-- Provided information follows --
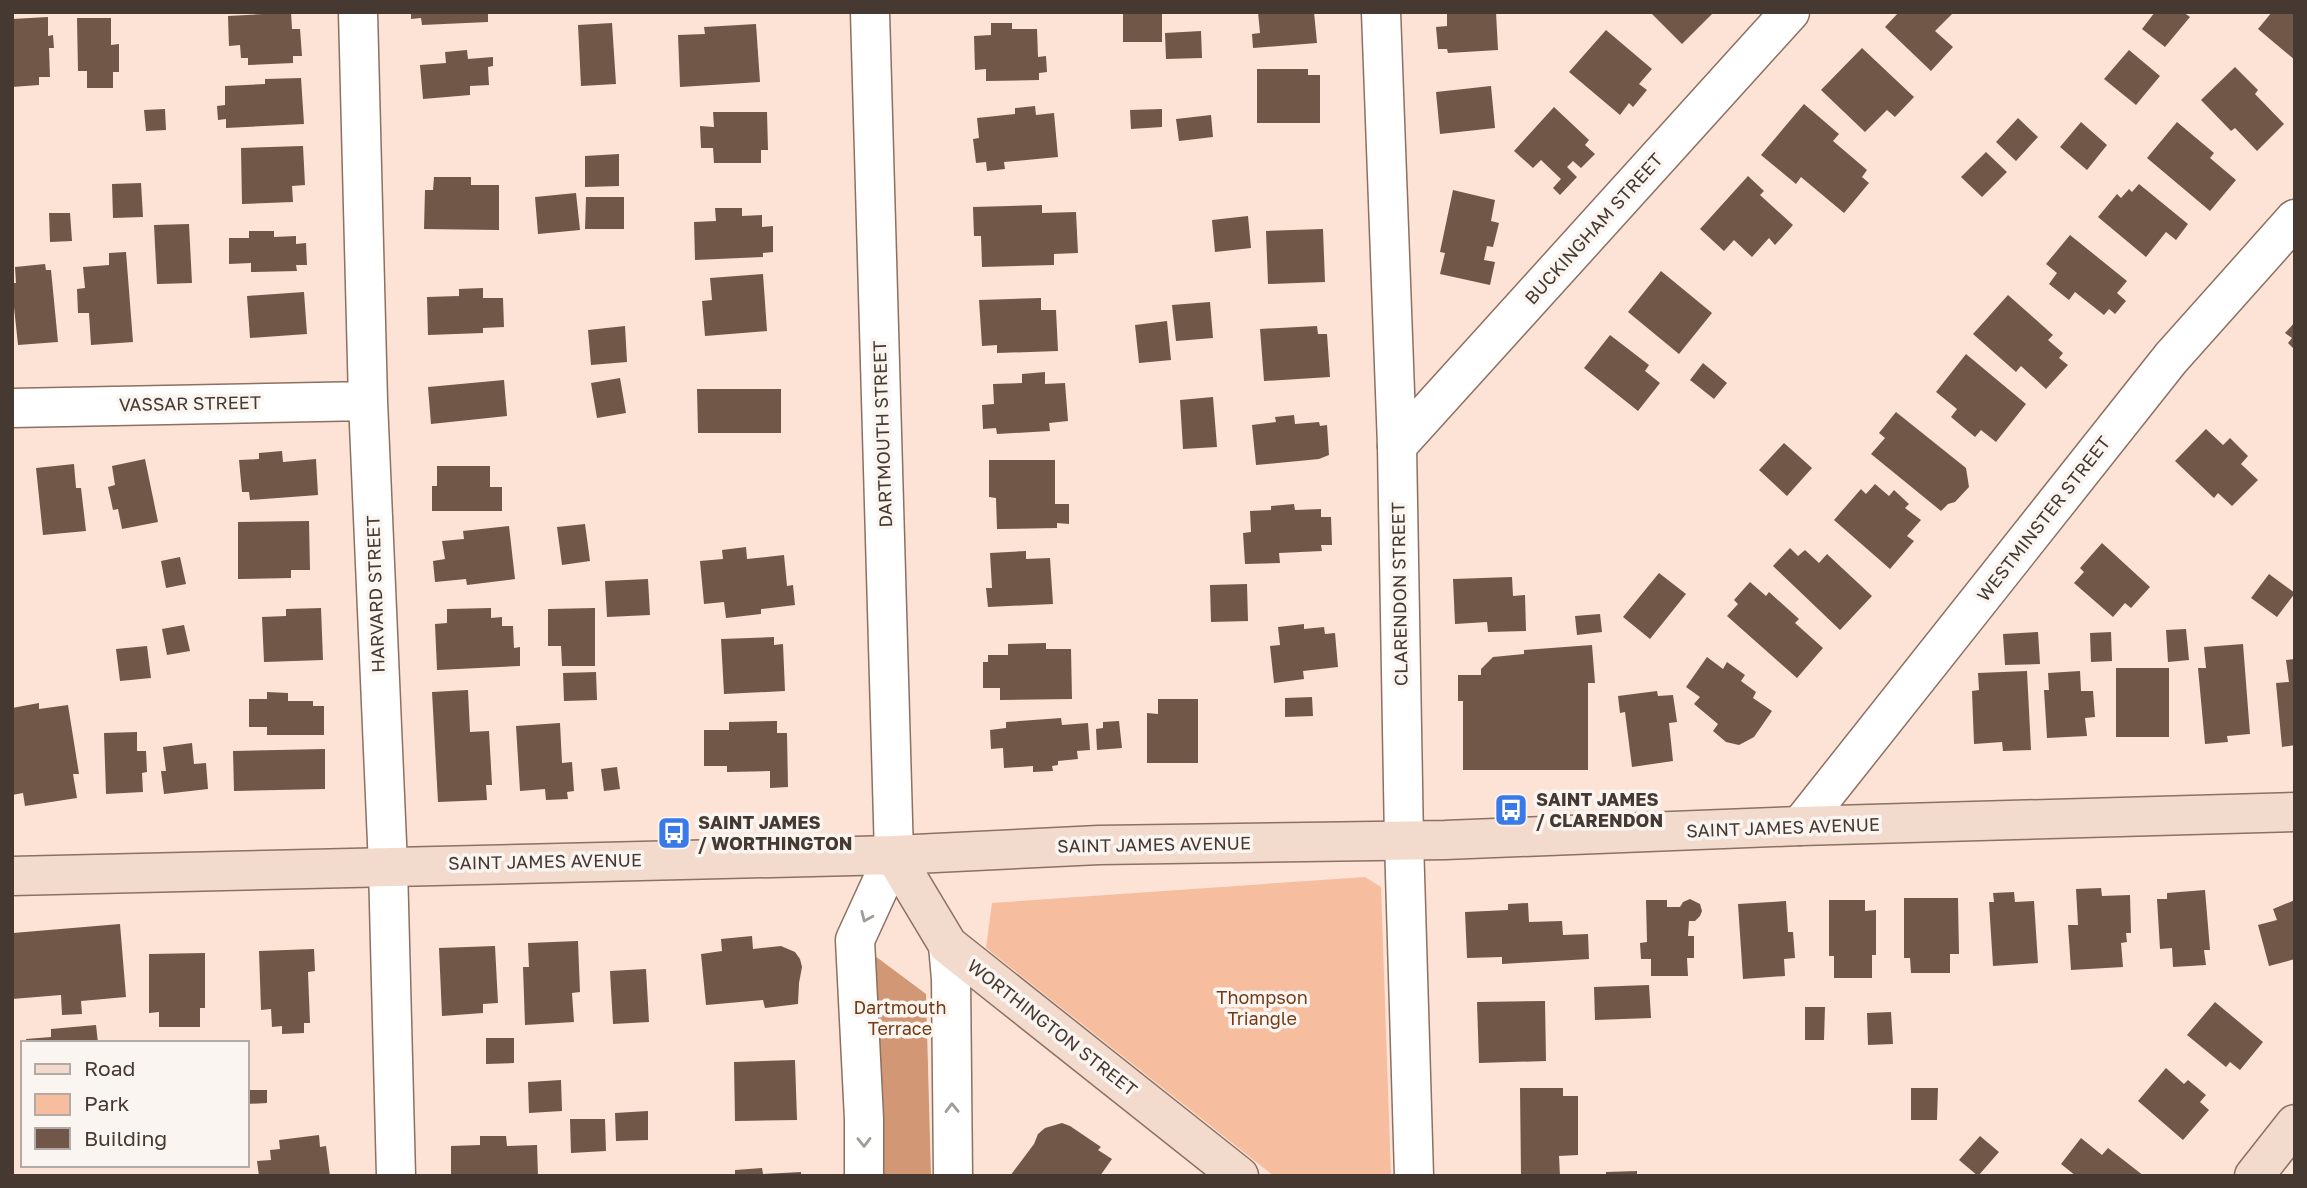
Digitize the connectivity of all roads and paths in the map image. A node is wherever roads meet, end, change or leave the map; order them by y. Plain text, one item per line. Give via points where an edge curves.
1 (358, 12) edge
2 (870, 12) edge
3 (1381, 12) edge
4 (1790, 12) edge
5 (2295, 219) edge
6 (368, 401) junction
7 (12, 408) edge
8 (1397, 446) junction
9 (2295, 812) edge
10 (1800, 826) junction
11 (1404, 841) junction
12 (894, 855) junction
13 (388, 866) junction
14 (12, 876) edge
15 (948, 945) junction
16 (2295, 1124) edge
17 (396, 1176) edge
18 (864, 1176) edge
19 (953, 1176) edge
20 (1239, 1176) edge
21 (1414, 1176) edge
22 (2254, 1176) edge

1 - 6 street, HARVARD STREET
2 - 12 street, DARTMOUTH STREET
3 - 8 street, CLARENDON STREET
4 - 8 street, BUCKINGHAM STREET
5 - 10 street, WESTMINSTER STREET via 2171,358
6 - 7 street, VASSAR STREET
6 - 13 street, HARVARD STREET
8 - 11 street, CLARENDON STREET
9 - 10 main road, SAINT JAMES AVENUE
10 - 11 main road, SAINT JAMES AVENUE
11 - 12 main road, SAINT JAMES AVENUE via 1098,845
11 - 21 street, CLARENDON STREET
12 - 13 main road, SAINT JAMES AVENUE
12 - 15 main road, WORTHINGTON STREET
12 -> 18 street via 855,940
13 - 14 main road, SAINT JAMES AVENUE
13 - 17 street, HARVARD STREET
19 -> 15 street
15 - 20 main road, WORTHINGTON STREET
16 - 22 main road

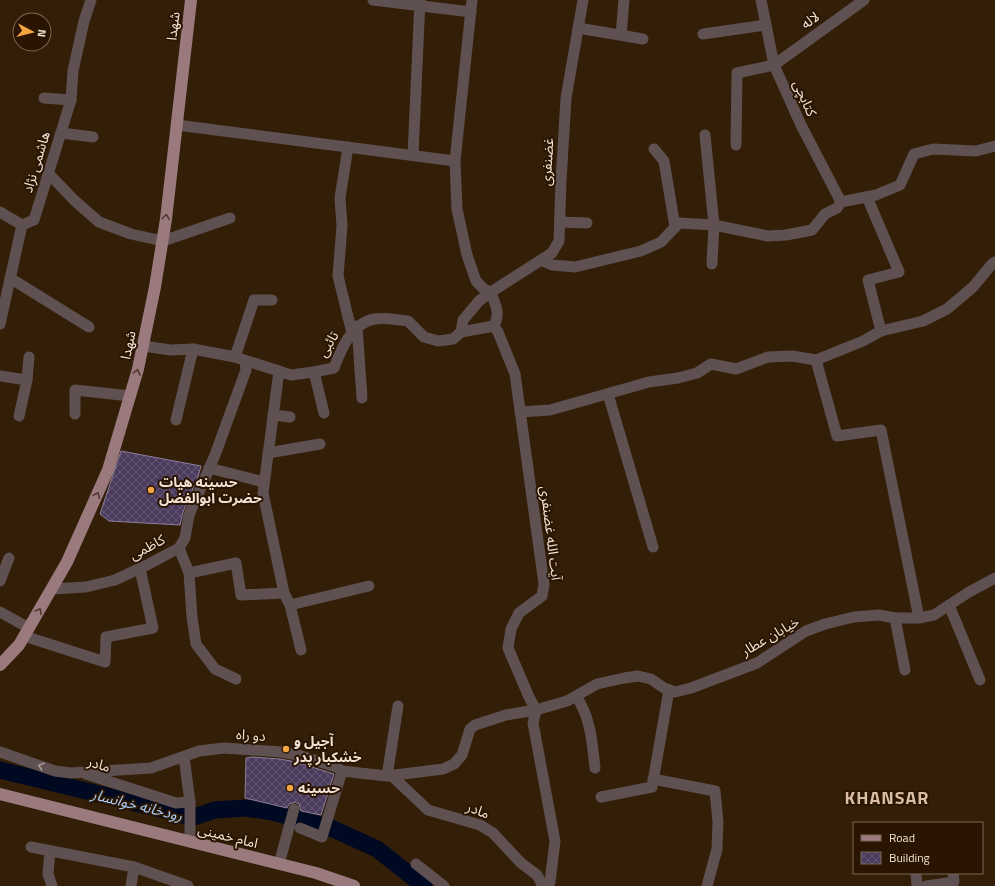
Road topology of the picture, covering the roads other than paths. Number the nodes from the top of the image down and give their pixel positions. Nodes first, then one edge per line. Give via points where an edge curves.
-- Provided information concluded --
#### [Task directions]
When you reproduce the material, keep every word exact and leave each picture out.

#### [Your solution]
Digitize the connectivity of all roads and paths in the map image. A node is wherever roads meet, end, change or leave the map; order them by y. Plain text, one item per line. Give via points where an edge curves.
1 (358, 12) edge
2 (870, 12) edge
3 (1381, 12) edge
4 (1790, 12) edge
5 (2295, 219) edge
6 (368, 401) junction
7 (12, 408) edge
8 (1397, 446) junction
9 (2295, 812) edge
10 (1800, 826) junction
11 (1404, 841) junction
12 (894, 855) junction
13 (388, 866) junction
14 (12, 876) edge
15 (948, 945) junction
16 (2295, 1124) edge
17 (396, 1176) edge
18 (864, 1176) edge
19 (953, 1176) edge
20 (1239, 1176) edge
21 (1414, 1176) edge
22 (2254, 1176) edge

1 - 6 street, HARVARD STREET
2 - 12 street, DARTMOUTH STREET
3 - 8 street, CLARENDON STREET
4 - 8 street, BUCKINGHAM STREET
5 - 10 street, WESTMINSTER STREET via 2171,358
6 - 7 street, VASSAR STREET
6 - 13 street, HARVARD STREET
8 - 11 street, CLARENDON STREET
9 - 10 main road, SAINT JAMES AVENUE
10 - 11 main road, SAINT JAMES AVENUE
11 - 12 main road, SAINT JAMES AVENUE via 1098,845
11 - 21 street, CLARENDON STREET
12 - 13 main road, SAINT JAMES AVENUE
12 - 15 main road, WORTHINGTON STREET
12 -> 18 street via 855,940
13 - 14 main road, SAINT JAMES AVENUE
13 - 17 street, HARVARD STREET
19 -> 15 street
15 - 20 main road, WORTHINGTON STREET
16 - 22 main road

Road topology of the picture, covering the roads other than paths. Number the nodes from the top of the image down and give their pixel positions. Nodes first, then one edge per line. Give via points where an edge curves.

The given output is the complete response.